Sarang mereka sudah dekat,” Goblin Slayer berkata tenang, memegang senjata yang di curinya dari para goblin. Adalah sebuah pentungan yang tampaknya terbuat dari pohon, dan pentungan itu memiliki noda merah kehitaman di sini dan di sana. Cipratan yang berasal dari penghancuran kepala orang—dan goblin.
Pada puncaknya, terdapat lebih dari dua puluh goblin dan tunggangannya yang terbaring mati di sungai. Mereka tidak dapat membiarkan mayat itu di tempat terbuka; terlalu banyak kemungkinan bahwa mereka akan di temukan oleh grup lainnya. Dan tidak ada waktu untuk mengubur mereka.
Apapun itu, jika mayat-mayat itu hanyut hingga ke hilir, maka mayat itu tidak akan di sadari oleh para goblin yang berada di hulu.
Dan ikan-ikan karnivora di dalam sungai mungkin akan menghabisi sisa tubuh-tubuh itu untuk mereka.
Hal ini telah membuat Priestess sedikit ragu, namun Lizard Priest telah mengatakan kepadanya bahwa ini bisa di bilang sebagai salah satu bentuk penguburan.
“Kabut mulai menghilang. Mungkin kita harus mulai bersiap.” Lizard Priest sekarang mencoba untuk melihat sejauh mana dia dapat memandang. Dengan lambaian tangannya, dia  menghentikan salah satu Dragontooth Warrior yang sedang mendayung perahu. Warrior tenggkorak itu menarik dayung dan duduk, memeluk dayungnya.
“Akan menjadi masalah yang cukup besar jika mereka menemukan kita di karenakan suara dayungan.”
“Oh, apa aku perlu menggunakan keajaiban Silence…?” Priestess bertanya.
“Jangan dulu,” Goblin Slayer berkata, menggelengkan kepala. “ Kita sudah menggunakan Dragontooth Warrior dua kali, dan Swordclaw satu kali.”
Helm itu berputar mengarah Lizard Priest seolah mencari konfirmasi, dan sang cleric menganggukkan kepalanya.

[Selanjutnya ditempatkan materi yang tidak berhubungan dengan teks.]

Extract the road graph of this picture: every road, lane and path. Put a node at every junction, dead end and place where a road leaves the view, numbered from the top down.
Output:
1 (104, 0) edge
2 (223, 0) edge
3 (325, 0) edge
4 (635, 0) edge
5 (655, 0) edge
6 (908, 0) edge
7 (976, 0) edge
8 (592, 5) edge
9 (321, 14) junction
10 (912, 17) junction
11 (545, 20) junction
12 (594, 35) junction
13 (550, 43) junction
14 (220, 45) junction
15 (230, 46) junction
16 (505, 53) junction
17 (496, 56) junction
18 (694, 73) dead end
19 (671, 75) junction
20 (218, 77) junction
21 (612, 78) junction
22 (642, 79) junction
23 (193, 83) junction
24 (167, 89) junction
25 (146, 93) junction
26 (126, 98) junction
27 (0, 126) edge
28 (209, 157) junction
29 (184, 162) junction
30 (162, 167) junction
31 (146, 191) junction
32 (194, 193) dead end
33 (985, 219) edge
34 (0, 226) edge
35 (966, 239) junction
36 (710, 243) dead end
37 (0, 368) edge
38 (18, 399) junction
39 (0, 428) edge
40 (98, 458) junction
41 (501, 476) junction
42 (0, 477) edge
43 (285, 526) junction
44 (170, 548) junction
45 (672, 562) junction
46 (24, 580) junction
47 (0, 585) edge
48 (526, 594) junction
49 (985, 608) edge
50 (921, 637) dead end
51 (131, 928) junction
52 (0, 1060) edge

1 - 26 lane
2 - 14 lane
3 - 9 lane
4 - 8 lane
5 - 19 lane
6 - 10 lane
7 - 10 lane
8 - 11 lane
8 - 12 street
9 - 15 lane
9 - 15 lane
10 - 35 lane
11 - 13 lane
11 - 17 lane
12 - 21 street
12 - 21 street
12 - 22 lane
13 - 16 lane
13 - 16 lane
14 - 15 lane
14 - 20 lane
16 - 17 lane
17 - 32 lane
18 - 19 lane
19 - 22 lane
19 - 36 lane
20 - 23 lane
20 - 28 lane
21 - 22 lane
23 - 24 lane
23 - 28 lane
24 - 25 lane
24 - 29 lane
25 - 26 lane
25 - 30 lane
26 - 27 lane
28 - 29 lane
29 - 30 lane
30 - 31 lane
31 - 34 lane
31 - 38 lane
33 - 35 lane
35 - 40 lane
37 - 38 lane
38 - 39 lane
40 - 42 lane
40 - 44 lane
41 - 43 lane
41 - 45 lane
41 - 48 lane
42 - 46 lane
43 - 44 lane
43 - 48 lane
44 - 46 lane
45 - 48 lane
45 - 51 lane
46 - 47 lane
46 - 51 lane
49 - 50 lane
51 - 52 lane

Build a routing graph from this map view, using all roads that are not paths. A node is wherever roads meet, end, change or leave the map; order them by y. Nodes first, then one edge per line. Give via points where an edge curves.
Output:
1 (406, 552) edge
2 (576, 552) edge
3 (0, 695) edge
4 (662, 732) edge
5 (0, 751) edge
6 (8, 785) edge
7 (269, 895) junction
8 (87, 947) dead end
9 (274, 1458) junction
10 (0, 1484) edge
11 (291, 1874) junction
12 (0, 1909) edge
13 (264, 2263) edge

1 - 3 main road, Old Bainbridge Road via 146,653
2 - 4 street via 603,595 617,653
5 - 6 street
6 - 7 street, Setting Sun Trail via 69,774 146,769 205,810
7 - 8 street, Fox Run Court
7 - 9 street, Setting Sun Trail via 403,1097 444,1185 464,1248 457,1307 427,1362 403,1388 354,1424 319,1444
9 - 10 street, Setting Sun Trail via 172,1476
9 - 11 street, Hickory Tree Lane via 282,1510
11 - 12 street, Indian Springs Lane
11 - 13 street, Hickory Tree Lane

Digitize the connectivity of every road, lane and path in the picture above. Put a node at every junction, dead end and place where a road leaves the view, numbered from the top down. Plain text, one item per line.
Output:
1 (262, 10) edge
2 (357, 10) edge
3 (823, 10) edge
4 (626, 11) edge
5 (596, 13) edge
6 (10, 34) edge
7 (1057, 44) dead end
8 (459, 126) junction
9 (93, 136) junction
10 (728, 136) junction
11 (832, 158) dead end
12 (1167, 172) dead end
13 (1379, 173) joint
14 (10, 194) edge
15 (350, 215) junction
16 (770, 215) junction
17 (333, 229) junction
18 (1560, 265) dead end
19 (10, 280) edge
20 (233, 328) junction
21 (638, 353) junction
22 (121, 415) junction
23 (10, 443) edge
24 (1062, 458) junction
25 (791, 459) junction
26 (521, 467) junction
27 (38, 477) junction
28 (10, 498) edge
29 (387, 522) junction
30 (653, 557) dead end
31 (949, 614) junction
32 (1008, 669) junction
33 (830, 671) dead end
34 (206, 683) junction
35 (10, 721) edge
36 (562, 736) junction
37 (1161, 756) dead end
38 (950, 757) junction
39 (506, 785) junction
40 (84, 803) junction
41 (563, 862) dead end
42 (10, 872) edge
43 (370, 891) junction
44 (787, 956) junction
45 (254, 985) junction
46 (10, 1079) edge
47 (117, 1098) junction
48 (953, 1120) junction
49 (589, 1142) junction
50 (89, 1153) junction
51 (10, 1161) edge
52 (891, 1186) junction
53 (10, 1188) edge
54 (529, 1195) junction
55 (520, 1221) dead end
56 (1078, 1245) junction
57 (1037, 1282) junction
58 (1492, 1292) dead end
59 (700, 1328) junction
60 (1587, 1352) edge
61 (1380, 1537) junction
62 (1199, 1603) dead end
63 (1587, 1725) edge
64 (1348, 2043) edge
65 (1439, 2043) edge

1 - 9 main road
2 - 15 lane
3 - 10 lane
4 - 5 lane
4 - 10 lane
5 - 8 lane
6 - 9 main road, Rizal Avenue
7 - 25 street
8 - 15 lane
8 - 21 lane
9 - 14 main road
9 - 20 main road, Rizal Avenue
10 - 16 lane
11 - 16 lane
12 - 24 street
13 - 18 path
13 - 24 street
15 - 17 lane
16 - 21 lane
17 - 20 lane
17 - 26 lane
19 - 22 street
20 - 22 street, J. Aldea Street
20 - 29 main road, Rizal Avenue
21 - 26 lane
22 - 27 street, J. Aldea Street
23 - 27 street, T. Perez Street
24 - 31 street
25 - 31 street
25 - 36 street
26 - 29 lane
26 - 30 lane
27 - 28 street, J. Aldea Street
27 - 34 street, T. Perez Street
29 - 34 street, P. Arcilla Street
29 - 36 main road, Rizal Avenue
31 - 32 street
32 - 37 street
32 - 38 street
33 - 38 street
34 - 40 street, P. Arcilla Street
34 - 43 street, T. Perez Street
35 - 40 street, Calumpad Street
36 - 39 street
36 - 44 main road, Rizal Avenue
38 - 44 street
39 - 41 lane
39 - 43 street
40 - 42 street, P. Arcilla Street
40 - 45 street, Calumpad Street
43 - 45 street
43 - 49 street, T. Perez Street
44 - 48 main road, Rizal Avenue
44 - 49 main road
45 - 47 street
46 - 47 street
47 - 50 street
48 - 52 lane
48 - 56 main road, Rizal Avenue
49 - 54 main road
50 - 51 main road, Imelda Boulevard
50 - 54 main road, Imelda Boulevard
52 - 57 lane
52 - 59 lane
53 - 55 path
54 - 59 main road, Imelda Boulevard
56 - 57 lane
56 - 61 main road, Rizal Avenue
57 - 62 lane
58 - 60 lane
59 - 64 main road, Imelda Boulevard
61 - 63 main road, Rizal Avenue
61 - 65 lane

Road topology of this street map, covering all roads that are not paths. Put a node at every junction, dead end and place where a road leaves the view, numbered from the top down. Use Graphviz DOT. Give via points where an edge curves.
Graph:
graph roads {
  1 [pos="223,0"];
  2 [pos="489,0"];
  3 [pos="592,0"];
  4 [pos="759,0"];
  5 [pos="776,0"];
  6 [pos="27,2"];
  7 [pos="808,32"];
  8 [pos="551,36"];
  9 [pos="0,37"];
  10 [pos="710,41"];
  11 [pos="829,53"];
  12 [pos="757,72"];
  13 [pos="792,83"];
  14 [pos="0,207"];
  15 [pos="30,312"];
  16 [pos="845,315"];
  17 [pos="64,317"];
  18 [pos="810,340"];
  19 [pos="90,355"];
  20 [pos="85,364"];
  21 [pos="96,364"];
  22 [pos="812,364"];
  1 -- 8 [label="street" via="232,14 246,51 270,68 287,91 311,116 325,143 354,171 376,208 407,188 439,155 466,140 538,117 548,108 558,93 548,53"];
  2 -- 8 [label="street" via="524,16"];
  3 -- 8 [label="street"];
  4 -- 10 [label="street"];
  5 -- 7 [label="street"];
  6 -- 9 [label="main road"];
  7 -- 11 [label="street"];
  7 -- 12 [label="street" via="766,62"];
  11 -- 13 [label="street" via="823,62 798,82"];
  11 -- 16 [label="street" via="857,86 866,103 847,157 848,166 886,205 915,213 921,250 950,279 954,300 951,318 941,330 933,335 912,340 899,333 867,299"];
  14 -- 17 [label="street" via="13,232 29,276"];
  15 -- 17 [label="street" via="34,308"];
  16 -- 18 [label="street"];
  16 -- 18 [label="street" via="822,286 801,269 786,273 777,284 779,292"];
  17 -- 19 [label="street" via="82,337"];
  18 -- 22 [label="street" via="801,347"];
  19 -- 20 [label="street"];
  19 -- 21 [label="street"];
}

Party mereka memiliki total tujuh keajaiban. Sekarang mereka masih mempunyai empat lagi, dan satu-satunya sihir yang tersedia untuk mereka adalah milik dari Dwarf Shaman, yang di mana dia juga masih mampu mengeluarkan empat sihir juga. Party ini di berkahi dengan banyaknya sumber sihir, namun masihlah sangat penting untuk menghitung jumlah keajaiban dan sihir yang tersisa.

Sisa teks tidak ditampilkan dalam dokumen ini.